Mockery

I have less and less appetite for prankery and humiliation-as-entertainment as I get older. In college my friends and I held weekly watch parties to screen “Waiting for Guffman,” the Christopher Guest mockumentary about a community theater troupe in small town Missouri, quoting every stupid thing the movie’s buffoonish characters said, but when I re-watched it a few years ago the delight was markedly diminished. North of 40, I’m less amused by mockery of the earnest and unsuspecting than I was at 20.

Which is why I have no time for Borat.

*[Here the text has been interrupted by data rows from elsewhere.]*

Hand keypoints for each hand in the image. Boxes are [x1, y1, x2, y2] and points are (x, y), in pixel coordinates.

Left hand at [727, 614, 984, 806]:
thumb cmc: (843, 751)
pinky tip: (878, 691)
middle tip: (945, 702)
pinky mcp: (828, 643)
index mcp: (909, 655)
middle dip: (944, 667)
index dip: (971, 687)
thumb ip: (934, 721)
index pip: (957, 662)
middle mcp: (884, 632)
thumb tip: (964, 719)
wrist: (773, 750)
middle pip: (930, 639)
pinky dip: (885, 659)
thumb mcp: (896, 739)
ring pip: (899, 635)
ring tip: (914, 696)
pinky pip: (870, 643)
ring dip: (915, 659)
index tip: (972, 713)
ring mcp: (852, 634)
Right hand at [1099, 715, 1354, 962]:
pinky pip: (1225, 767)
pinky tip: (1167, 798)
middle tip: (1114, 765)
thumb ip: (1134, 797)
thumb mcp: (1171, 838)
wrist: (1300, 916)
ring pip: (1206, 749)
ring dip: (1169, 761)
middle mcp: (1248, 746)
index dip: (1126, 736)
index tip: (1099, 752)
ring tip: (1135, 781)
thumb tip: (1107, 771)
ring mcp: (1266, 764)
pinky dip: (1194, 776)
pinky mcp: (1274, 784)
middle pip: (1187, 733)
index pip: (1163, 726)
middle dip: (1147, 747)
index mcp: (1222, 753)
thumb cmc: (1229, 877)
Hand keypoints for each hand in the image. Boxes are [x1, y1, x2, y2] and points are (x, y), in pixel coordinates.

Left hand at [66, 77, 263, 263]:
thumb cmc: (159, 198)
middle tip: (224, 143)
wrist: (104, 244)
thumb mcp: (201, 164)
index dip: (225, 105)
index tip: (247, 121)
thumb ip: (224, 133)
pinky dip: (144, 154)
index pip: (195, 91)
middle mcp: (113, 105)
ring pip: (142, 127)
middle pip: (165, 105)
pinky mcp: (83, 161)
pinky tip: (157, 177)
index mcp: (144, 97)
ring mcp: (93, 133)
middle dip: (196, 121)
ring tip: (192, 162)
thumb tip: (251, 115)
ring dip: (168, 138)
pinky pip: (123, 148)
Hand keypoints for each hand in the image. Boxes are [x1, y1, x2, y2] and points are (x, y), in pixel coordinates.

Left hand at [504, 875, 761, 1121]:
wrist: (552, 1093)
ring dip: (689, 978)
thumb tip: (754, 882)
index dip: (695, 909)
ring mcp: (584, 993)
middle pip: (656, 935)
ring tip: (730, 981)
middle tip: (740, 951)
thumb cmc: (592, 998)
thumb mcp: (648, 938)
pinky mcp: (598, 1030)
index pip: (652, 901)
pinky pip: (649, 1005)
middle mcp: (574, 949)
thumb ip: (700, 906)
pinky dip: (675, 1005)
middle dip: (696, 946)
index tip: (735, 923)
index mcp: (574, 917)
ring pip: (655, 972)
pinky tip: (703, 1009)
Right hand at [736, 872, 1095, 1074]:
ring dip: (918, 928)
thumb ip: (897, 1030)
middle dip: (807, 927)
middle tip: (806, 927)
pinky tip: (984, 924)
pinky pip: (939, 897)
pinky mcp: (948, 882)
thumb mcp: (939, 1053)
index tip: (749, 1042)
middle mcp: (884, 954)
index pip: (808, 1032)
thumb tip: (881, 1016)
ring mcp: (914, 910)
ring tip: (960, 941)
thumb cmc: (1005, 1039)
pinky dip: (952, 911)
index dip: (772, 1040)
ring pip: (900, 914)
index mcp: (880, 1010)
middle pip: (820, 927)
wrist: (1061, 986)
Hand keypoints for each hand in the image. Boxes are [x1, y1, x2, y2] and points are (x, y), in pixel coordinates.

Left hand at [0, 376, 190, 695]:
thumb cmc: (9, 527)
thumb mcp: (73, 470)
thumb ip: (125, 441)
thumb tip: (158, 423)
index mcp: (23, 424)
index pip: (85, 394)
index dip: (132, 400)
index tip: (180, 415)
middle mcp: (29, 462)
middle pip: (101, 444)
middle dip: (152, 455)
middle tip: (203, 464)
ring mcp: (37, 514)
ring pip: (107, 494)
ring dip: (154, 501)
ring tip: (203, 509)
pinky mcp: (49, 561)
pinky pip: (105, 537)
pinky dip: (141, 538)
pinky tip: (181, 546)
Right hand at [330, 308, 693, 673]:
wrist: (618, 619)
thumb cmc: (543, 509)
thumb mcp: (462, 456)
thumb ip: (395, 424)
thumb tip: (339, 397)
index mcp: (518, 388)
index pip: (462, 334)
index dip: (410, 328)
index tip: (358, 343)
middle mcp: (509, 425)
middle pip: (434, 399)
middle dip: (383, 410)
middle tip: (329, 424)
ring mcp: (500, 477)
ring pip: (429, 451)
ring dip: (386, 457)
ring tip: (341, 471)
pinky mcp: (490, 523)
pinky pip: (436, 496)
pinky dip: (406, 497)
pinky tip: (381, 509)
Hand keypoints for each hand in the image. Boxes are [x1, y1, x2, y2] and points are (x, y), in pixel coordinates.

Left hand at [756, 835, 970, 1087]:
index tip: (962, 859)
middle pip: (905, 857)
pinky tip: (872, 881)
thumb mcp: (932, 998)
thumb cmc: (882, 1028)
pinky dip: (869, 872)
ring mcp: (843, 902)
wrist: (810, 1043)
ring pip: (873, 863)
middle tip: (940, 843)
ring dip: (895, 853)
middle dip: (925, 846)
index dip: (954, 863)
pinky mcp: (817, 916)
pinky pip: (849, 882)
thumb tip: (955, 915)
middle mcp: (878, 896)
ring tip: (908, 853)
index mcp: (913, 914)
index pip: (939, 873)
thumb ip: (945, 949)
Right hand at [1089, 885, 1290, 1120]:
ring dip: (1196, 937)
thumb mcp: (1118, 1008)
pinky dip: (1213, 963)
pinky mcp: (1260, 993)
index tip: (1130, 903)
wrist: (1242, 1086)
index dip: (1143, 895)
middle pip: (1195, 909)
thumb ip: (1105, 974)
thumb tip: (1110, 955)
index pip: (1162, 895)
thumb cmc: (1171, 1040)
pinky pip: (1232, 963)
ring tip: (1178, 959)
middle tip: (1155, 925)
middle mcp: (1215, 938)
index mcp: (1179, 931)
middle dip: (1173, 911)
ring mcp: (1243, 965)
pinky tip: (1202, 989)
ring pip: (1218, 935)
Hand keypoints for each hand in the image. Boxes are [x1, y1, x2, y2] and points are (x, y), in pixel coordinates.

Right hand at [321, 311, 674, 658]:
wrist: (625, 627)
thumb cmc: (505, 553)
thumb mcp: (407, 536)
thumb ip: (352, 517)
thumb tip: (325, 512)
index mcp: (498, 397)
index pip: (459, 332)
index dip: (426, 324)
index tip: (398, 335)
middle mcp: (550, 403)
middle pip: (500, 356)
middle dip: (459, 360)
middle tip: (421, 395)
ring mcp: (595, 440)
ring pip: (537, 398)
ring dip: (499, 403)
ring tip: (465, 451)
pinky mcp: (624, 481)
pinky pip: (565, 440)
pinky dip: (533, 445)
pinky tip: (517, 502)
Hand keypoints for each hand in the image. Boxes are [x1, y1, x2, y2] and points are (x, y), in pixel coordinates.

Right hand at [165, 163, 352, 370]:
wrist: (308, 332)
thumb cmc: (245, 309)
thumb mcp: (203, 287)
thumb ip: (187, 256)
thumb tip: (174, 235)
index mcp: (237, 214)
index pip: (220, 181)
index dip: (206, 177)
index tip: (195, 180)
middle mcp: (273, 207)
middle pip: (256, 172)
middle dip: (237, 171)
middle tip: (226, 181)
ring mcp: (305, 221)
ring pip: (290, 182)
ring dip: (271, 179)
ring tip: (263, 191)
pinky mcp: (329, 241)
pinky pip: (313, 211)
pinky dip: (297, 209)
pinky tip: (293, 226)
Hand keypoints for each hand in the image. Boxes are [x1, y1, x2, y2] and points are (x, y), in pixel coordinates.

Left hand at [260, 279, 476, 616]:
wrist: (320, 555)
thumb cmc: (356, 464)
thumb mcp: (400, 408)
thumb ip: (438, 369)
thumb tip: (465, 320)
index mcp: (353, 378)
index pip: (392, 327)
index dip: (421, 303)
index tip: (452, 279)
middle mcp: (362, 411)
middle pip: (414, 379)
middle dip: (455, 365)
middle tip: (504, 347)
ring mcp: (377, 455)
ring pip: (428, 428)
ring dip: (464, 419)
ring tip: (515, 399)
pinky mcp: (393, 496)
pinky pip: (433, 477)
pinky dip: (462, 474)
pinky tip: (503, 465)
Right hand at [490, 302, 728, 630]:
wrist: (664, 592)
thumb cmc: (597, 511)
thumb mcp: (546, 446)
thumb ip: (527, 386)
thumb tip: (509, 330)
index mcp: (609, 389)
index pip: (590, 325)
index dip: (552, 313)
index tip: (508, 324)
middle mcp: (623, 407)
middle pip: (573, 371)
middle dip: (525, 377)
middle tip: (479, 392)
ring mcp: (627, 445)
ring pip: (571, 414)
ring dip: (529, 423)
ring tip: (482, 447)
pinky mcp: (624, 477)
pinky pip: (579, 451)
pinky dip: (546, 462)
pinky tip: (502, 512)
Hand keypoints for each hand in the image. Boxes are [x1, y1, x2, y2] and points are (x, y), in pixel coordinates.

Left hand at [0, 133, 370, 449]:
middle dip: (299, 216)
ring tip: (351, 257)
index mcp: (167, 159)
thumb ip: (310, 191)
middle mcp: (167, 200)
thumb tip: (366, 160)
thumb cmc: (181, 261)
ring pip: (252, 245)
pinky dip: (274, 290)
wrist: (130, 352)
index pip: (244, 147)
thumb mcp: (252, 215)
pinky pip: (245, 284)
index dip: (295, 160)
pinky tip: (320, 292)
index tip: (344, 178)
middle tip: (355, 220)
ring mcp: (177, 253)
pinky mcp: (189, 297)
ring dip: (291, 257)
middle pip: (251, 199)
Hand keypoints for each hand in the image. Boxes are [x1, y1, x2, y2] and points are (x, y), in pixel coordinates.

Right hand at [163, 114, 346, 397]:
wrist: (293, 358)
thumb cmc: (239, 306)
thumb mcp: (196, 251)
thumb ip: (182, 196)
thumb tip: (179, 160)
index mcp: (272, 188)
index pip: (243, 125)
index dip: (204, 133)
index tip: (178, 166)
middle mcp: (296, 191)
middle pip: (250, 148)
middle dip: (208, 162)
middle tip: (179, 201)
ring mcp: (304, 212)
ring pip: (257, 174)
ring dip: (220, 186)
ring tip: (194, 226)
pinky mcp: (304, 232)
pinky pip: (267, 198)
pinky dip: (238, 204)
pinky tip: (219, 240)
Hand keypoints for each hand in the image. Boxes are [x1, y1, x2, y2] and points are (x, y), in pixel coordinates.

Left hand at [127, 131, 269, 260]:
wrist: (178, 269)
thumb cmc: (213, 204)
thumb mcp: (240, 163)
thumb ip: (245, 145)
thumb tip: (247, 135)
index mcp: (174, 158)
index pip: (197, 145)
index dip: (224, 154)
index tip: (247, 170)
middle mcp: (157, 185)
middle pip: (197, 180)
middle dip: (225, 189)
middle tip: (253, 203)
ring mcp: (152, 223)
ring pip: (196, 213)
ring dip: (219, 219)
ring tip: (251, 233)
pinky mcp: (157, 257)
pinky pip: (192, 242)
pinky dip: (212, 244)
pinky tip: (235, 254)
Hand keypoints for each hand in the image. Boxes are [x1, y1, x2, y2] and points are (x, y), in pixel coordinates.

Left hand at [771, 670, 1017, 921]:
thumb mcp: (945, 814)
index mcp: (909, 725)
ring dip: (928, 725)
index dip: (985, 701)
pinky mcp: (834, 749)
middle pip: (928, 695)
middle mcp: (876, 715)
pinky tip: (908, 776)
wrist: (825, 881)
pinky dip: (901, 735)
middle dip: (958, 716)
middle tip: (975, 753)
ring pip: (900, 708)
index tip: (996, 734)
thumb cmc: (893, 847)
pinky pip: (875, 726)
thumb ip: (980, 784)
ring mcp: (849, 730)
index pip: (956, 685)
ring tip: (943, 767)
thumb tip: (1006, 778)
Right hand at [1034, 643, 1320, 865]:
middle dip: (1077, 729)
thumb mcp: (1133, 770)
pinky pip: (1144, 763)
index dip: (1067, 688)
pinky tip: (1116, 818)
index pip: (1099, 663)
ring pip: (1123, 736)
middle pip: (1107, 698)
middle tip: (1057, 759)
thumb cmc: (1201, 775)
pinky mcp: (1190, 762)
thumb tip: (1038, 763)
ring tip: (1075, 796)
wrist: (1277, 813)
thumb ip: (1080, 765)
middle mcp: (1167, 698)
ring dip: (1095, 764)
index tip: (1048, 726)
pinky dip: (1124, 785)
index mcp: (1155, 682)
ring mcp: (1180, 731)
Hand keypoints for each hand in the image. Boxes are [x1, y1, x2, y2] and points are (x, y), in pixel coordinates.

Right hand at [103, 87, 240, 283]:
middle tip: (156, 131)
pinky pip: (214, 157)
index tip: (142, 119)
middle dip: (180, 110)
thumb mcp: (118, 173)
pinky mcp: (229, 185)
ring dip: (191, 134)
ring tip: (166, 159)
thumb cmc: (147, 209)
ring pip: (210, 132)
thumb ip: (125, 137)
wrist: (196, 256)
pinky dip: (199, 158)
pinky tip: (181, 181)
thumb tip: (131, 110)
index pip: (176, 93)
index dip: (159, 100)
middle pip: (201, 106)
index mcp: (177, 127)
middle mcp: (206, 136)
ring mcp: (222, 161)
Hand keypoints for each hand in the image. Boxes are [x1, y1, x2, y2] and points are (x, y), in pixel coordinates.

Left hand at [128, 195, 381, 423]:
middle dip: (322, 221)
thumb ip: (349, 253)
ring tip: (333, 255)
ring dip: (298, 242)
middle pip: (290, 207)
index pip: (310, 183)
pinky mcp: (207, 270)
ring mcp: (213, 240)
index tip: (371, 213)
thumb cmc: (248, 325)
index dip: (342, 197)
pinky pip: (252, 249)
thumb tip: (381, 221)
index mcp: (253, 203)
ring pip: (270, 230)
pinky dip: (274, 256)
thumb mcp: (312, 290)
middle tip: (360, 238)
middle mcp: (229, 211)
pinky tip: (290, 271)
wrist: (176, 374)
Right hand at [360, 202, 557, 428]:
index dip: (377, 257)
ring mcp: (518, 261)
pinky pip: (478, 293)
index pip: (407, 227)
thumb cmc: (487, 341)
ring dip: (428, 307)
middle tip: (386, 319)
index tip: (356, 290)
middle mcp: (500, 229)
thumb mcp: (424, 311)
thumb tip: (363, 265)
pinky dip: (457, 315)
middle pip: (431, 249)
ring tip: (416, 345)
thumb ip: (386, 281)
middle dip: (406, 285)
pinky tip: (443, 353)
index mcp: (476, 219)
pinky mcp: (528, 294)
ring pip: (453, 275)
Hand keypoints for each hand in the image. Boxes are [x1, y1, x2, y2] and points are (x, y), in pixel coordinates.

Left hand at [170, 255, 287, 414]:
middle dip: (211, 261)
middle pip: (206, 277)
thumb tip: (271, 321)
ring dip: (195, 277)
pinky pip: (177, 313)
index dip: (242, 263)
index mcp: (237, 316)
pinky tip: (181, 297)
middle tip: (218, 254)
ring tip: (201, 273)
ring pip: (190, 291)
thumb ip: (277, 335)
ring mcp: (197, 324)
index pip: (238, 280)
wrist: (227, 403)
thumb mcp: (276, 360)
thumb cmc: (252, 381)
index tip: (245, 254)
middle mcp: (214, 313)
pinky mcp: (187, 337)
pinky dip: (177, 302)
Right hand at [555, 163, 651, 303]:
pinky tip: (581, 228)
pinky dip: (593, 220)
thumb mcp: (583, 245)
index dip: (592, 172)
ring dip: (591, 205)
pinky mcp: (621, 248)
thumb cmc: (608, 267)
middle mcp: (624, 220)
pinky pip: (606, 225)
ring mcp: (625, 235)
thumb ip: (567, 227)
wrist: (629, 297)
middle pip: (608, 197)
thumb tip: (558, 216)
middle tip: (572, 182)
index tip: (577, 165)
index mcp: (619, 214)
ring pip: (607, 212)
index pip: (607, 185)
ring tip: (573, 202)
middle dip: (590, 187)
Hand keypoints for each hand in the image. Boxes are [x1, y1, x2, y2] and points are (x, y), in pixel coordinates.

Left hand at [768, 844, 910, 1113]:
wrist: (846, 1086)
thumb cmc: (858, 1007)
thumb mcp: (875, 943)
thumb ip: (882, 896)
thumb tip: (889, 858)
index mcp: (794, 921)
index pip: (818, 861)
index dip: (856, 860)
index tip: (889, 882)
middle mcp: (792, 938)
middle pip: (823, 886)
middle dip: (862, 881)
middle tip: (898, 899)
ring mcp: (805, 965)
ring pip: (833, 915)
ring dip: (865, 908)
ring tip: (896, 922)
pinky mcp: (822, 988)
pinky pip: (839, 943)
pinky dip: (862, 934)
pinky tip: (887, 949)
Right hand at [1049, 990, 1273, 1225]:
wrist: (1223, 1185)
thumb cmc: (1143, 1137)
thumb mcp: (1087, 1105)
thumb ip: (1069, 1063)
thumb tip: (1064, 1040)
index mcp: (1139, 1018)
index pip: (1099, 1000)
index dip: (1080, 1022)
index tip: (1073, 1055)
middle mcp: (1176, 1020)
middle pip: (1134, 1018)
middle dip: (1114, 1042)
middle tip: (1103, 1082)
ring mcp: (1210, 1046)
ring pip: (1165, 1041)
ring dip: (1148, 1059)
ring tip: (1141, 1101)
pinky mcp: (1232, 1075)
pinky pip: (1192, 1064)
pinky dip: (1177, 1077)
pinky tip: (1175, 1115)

The brief clips of it I’ve seen trade in the humiliation of people who, though they represent reprehensible attitudes and behaviors, are being immortalized as the worst versions of themselves captured under false pretenses. It is the lowest form of cultural commentary. It makes us all meaner and less informed.

The way out of polarization is surely not Kumbaya fantasies of worldwide hand-holding, but neither is it gleeful disparagement of the worst tendencies of those we disagree with, even dislike. People need persuaded, and embarrassment is the absolute wrong tool for that.

2 thoughts on “Mockery

  1. Well put as ever, Rocky. My dad’s expression for things like Borat was “Don’t even ignore it.” I’m looking away even from reviews, because I have no intention of seeing what this person has done (again). I just know he has reappeared. The rest of my brain is needed for better things. Thank you.